_TASK DIRECTIONS_.
Look through the lines below for the word "leave", and copy every line that has it.

_RECORDED INFORMATION_.
════════════════════

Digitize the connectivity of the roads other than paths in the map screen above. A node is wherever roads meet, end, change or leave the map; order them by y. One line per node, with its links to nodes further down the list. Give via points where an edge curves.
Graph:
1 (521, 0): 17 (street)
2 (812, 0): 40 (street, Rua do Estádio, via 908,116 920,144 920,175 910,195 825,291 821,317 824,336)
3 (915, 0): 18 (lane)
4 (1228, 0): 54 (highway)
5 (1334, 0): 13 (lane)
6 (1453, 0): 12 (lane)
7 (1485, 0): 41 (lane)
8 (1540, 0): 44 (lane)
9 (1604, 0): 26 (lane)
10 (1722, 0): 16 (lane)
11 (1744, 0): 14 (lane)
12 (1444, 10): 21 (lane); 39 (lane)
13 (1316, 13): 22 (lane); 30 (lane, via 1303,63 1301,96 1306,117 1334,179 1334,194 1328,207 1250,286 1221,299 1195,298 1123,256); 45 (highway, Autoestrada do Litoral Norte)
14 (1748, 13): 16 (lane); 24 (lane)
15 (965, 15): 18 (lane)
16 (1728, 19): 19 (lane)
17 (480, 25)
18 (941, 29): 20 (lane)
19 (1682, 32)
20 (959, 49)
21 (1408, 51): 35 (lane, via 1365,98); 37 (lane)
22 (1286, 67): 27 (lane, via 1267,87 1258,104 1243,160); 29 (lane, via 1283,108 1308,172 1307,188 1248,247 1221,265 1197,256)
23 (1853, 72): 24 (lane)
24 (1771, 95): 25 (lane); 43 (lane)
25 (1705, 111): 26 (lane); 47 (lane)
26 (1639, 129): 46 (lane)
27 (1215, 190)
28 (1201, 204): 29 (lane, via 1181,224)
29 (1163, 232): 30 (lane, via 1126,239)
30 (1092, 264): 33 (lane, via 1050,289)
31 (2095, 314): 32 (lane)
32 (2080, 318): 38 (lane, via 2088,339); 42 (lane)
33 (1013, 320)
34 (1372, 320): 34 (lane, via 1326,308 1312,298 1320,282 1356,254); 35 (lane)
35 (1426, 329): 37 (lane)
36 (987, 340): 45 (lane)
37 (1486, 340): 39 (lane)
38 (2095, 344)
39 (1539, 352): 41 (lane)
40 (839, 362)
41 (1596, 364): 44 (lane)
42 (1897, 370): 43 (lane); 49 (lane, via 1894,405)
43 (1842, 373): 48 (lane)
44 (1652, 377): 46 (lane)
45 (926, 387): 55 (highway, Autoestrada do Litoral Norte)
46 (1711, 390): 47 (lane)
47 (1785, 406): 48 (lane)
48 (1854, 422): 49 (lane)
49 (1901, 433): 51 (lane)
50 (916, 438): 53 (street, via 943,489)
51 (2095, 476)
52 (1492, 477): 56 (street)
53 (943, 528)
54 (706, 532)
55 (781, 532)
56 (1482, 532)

════════════════════

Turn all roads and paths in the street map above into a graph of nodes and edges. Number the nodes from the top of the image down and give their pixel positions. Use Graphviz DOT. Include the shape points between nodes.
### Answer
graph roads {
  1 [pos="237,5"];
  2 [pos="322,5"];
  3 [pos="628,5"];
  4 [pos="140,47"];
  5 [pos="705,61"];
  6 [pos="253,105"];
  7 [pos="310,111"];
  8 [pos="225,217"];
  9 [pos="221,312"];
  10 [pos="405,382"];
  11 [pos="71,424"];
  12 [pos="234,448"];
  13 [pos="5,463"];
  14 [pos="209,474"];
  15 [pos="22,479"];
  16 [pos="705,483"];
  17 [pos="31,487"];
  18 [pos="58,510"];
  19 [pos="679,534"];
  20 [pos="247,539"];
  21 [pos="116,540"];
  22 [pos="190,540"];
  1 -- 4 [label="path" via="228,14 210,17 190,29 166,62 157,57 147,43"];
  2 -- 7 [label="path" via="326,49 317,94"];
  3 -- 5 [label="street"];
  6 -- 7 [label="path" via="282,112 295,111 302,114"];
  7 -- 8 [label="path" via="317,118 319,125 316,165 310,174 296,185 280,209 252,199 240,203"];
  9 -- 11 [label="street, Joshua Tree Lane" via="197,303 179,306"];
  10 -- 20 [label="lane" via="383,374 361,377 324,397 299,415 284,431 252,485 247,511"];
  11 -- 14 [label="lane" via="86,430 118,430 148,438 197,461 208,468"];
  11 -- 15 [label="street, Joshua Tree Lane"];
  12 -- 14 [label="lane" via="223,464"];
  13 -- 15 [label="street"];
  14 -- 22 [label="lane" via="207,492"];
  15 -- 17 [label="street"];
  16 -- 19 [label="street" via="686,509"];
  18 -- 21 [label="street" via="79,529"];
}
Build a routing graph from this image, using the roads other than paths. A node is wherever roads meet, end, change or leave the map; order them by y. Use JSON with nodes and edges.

════════════════════

_EXERCISE SOLUTION_.
Digitize the connectivity of the roads other than paths in the map screen above. A node is wherever roads meet, end, change or leave the map; order them by y. One line per node, with its links to nodes further down the list. Give via points where an edge curves.
Build a routing graph from this image, using the roads other than paths. A node is wherever roads meet, end, change or leave the map; order them by y. Use JSON with nodes and edges.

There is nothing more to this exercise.